Friday, July 23, 2010

Xanga Post 13: Common Lucidity?

7.28.2005 __thursday____
Am I a lucid dreamer? Haha.. I was reading over my comments earlier, and I came across one that mentioned lucid dreaming, so I researched a little. You can't really teach someone to control their dreams. They can't help it sometimes, and just go with the flow. Well, I'm not sure.
I'm not a lucid dreamer because I can't control everything. But according to this web page, I have "high lucidity." xD
In my mind (both awake and asleep), I convince myself that I'm not really dreaming, but that I'm really somewhere else. Hehe.. I'm weird. But there are still dreams that make no sense to me, and I know they really are just dreams. They're complete nonsensical dreams that formed from what I've done or seen during the day. Others, I recognize places I've never visited while awake. Many of my dreams seem to take place in the same buildings, the same parks, the same rooms.

And I don't have those dreams that everyone else seems to have. The ones where "I'm flying," or "I'm being chased," or "I went to school naked" or "in my pajamas," or "I won the lottery"....I just think those are funny and dumb.
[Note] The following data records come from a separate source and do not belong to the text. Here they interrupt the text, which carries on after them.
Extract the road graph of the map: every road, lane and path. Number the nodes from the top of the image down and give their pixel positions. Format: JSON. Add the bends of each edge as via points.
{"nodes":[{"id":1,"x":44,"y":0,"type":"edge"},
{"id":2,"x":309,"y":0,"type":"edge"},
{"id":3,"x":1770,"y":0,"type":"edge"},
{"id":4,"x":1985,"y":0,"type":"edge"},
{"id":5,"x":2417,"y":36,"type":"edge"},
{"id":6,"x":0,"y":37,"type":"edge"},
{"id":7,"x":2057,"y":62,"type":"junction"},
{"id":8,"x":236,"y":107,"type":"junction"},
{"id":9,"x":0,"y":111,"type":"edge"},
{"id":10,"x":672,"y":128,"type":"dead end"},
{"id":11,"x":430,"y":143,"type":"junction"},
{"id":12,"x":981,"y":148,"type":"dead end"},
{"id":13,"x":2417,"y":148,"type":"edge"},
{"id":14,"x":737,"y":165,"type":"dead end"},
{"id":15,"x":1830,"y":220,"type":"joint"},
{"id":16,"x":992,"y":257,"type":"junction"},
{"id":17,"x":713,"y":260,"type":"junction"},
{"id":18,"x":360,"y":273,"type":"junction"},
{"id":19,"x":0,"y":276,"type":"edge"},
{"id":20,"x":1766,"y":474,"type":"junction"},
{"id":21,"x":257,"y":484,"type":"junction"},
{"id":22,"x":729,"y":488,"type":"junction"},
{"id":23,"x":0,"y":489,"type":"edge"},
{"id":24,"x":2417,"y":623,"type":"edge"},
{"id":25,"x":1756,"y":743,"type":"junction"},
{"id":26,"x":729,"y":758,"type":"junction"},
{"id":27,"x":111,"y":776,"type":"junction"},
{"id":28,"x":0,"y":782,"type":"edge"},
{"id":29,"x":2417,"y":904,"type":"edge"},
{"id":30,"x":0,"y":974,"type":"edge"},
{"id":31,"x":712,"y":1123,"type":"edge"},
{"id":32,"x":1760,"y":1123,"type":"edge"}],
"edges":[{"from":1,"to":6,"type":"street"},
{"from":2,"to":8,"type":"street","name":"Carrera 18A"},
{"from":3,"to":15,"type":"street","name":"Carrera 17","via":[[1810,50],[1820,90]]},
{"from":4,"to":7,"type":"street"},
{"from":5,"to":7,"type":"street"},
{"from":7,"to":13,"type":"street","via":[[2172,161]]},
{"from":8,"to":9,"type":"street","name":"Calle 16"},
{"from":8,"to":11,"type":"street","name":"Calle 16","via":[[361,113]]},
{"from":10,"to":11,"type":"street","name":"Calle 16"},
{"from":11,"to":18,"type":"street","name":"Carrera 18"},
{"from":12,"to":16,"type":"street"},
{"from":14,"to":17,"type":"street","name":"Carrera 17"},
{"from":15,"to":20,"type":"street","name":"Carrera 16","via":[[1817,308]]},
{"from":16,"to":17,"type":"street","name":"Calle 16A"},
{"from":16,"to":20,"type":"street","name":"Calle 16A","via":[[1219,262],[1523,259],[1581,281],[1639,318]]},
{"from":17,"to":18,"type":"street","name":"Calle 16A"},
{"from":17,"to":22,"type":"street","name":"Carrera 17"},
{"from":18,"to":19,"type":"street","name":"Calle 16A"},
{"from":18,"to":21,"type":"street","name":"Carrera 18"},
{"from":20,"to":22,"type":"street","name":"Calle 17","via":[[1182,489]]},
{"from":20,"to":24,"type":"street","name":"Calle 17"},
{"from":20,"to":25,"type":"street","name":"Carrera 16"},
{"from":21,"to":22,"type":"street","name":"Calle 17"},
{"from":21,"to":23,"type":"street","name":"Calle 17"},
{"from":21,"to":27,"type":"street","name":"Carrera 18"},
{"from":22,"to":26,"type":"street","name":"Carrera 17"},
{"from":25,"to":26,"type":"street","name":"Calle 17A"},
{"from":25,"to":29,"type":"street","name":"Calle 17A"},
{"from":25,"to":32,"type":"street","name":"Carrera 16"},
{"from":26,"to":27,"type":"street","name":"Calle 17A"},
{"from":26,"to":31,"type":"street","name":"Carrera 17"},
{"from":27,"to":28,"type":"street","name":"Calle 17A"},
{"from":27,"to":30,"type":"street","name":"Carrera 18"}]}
I have dreams about bells in towers that ring and clash and bring down walls. I have dreams about having to eat slugs as an antidote. I have dreams about climbing over walls and through tight spaces (beginning all my dreams), about wandering off to the same river of stale and murky water, and about seeing the same person who looks after me, who I (sadly) think I made up in my mind. And about balancing on logs in a dark red river.

That's so funny that I wrote that, especially after my last post on The Archidream that was about recognizing when you're given an easy opportunity to experience a lucid dream.
I stopped researching lucidity a couple of years ago. I decided I wanted to see what it's like for myself, and to find out the best way for me to reach that state of clarity. I remembered reading about how most people say it's best to have a stable sleeping pattern, and to get a good amount of rest. And to train by telling yourself what to dream as you're falling asleep.
So I tried those things, but the sleeping pattern didn't make a difference for me. If anything, having a consistent sleeping pattern made it harder for me to even realize I'm in a dream. I did try to tell myself what to dream (something as simple as, "I'm outside."), but I quickly realized that the real trick is not in what you tell yourself to dream -- it's in making sure you're mentally awake when your body is not. That's the whole purpose of the exercise.
I think I always get caught in that state before sleeping. I remind myself, too early, to be mentally awake. And I end up with sleep paralysis. It's harder to get out of sleep paralysis than it is to wake up from a lucid dream. Being stuck in sleep paralysis while knowing what you want to dream is like being separated from everything by glass walls. You know you can get to the dream, you just don't know how to. Or you have to break one of the walls to go back -- to move your body again and physically wake up.
I still don't know if everyone can be taught how to have lucid dreams. There are techniques and explanations to understand it, but I'm not sure about actually being able to apply it. What do you think?

As for the rest of the dreams I briefly mentioned at the end -- those are written down in my journals. They will eventually make their way in here.